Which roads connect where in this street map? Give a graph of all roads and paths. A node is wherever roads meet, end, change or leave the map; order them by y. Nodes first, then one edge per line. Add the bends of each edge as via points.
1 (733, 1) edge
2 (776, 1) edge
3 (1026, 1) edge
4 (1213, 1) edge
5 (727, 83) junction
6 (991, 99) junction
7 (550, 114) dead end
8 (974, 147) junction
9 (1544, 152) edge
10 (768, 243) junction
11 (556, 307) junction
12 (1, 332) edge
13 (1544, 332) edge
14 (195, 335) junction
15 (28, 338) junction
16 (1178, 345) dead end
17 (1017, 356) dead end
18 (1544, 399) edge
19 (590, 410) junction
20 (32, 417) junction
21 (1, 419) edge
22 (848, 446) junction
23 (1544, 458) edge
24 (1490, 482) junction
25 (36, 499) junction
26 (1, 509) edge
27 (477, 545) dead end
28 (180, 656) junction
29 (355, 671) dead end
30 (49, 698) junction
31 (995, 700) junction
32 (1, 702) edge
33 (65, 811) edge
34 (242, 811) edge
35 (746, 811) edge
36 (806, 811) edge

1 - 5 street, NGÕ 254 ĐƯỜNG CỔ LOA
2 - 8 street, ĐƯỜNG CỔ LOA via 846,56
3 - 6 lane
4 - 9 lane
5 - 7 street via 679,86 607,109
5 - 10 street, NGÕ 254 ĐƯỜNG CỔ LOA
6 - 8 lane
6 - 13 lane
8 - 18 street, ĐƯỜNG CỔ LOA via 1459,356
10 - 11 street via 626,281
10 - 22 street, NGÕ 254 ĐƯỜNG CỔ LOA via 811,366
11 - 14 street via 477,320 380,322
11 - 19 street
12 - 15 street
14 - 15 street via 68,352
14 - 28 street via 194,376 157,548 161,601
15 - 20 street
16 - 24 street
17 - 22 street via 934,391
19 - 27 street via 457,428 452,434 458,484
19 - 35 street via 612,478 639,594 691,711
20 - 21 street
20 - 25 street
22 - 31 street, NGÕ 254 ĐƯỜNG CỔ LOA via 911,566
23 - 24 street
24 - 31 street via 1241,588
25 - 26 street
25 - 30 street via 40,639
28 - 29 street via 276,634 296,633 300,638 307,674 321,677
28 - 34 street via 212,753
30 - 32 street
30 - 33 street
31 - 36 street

○ ○ ○ ○ ○ ○ ○

» WHAT IS EXPECTED: A precise copy of the whole listing is the expected answer.

» EXERCISE RESPONSE:
Which roads connect where in this street map? Give a graph of all roads and paths. A node is wherever roads meet, end, change or leave the map; order them by y. Nodes first, then one edge per line. Add the bends of each edge as via points.
1 (733, 1) edge
2 (776, 1) edge
3 (1026, 1) edge
4 (1213, 1) edge
5 (727, 83) junction
6 (991, 99) junction
7 (550, 114) dead end
8 (974, 147) junction
9 (1544, 152) edge
10 (768, 243) junction
11 (556, 307) junction
12 (1, 332) edge
13 (1544, 332) edge
14 (195, 335) junction
15 (28, 338) junction
16 (1178, 345) dead end
17 (1017, 356) dead end
18 (1544, 399) edge
19 (590, 410) junction
20 (32, 417) junction
21 (1, 419) edge
22 (848, 446) junction
23 (1544, 458) edge
24 (1490, 482) junction
25 (36, 499) junction
26 (1, 509) edge
27 (477, 545) dead end
28 (180, 656) junction
29 (355, 671) dead end
30 (49, 698) junction
31 (995, 700) junction
32 (1, 702) edge
33 (65, 811) edge
34 (242, 811) edge
35 (746, 811) edge
36 (806, 811) edge

1 - 5 street, NGÕ 254 ĐƯỜNG CỔ LOA
2 - 8 street, ĐƯỜNG CỔ LOA via 846,56
3 - 6 lane
4 - 9 lane
5 - 7 street via 679,86 607,109
5 - 10 street, NGÕ 254 ĐƯỜNG CỔ LOA
6 - 8 lane
6 - 13 lane
8 - 18 street, ĐƯỜNG CỔ LOA via 1459,356
10 - 11 street via 626,281
10 - 22 street, NGÕ 254 ĐƯỜNG CỔ LOA via 811,366
11 - 14 street via 477,320 380,322
11 - 19 street
12 - 15 street
14 - 15 street via 68,352
14 - 28 street via 194,376 157,548 161,601
15 - 20 street
16 - 24 street
17 - 22 street via 934,391
19 - 27 street via 457,428 452,434 458,484
19 - 35 street via 612,478 639,594 691,711
20 - 21 street
20 - 25 street
22 - 31 street, NGÕ 254 ĐƯỜNG CỔ LOA via 911,566
23 - 24 street
24 - 31 street via 1241,588
25 - 26 street
25 - 30 street via 40,639
28 - 29 street via 276,634 296,633 300,638 307,674 321,677
28 - 34 street via 212,753
30 - 32 street
30 - 33 street
31 - 36 street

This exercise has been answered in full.